In my case, it would be almost like an academic-gap-year except, I will need to be still full time employed.
Answer
I would say that this is one time when taking a year off is not recommended. You are at your peak right now in a number of ways:
- You have very recent publications and just received your degree. Both have a discernible half-life when it comes to being hired in academia (particularly for the first time).
- You know the most people in your field, including your advisor and other professors who can write you up-to-date recommendation letters.
- You have the most current knowledge of your field, and although it sounds like you're going to continue to publish, you won't be as able to actively learn (then again, I know from your previous posts that you were full-time employed during your PhD, so that may not be an issue).
I'm assuming that the timing is different in Australia, but in the U.S. there are generally key times of the year that academic hiring happens -- you put together applications in Nov-Jan and hope to land interviews and talks in the Feb-April time frame. If there is a similar time-frame in Australia, I would make sure you have the time available to put together applications and go on interviews, whether it is this year or after another year.
I assume you'll still be allowed to publish under your previous school's affiliation post-PhD defense, but if that isn't the case, I would urge you to figure out a way to work that out.
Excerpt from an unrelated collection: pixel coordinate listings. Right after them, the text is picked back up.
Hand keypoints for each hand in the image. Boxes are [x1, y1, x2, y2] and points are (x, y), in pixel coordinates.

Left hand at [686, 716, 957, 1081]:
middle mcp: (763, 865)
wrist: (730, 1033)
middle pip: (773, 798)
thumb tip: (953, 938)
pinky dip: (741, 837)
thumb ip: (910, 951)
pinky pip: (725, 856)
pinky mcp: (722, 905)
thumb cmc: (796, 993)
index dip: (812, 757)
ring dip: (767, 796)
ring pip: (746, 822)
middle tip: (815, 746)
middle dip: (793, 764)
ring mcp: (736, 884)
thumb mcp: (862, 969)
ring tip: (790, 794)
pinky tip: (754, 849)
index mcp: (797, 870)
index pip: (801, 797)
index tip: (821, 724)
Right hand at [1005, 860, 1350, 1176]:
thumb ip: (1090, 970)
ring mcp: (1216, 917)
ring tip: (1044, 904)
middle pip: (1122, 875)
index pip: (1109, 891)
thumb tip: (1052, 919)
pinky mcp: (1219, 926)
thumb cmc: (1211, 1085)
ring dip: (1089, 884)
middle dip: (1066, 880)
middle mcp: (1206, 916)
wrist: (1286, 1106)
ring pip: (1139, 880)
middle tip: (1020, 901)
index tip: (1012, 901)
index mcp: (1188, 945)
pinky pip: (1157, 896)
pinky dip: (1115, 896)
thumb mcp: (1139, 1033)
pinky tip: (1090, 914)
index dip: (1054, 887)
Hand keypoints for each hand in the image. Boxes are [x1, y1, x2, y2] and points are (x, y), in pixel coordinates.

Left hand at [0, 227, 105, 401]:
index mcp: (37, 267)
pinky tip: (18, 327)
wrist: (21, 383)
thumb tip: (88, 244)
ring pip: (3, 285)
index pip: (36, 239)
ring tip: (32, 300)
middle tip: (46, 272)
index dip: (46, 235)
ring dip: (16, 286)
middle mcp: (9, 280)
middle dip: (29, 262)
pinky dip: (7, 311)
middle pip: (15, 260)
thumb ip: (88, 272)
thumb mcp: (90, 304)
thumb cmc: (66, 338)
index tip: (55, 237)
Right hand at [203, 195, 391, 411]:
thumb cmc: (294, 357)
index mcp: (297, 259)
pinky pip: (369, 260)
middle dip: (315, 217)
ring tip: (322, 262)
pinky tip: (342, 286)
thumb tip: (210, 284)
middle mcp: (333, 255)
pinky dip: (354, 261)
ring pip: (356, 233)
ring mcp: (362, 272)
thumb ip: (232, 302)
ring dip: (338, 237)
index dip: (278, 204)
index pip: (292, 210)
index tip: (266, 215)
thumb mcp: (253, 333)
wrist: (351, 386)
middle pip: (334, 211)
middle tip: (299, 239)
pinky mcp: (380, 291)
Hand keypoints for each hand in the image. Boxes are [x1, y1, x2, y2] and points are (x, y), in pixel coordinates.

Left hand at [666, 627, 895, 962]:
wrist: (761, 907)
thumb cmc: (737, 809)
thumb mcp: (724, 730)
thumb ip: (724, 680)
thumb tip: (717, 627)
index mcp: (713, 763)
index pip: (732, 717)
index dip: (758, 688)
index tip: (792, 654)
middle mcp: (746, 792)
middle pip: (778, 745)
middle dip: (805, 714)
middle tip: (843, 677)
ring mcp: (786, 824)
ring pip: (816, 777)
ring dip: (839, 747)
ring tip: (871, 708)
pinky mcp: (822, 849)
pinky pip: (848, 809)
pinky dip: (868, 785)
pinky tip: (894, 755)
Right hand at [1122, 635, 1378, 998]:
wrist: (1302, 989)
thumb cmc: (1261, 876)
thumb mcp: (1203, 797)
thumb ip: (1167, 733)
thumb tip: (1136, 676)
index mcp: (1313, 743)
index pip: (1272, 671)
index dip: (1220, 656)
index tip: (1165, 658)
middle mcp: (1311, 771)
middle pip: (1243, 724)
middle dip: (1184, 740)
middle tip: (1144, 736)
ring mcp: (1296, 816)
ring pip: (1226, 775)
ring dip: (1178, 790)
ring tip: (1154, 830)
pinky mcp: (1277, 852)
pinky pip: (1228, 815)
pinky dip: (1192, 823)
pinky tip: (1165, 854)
Finally (and I'm not really in a position to comment directly on this) is the question about how your job applications will be received with a year gap from academia. My feeling is that an extra paper will help you but that the time away won't help you (even though it isn't technically away it will be noticeable that you got your PhD a year prior), and it may be a wash. You'll have to consider this when you write your cover letters and research statement. I would think about how (if at all) you justify the extra year of high school teaching post-PhD in a cover letter. You've already got plenty of teaching experience under your belt to prove your teaching credentials, so an extra year in the classroom won't be beneficial from that standpoint.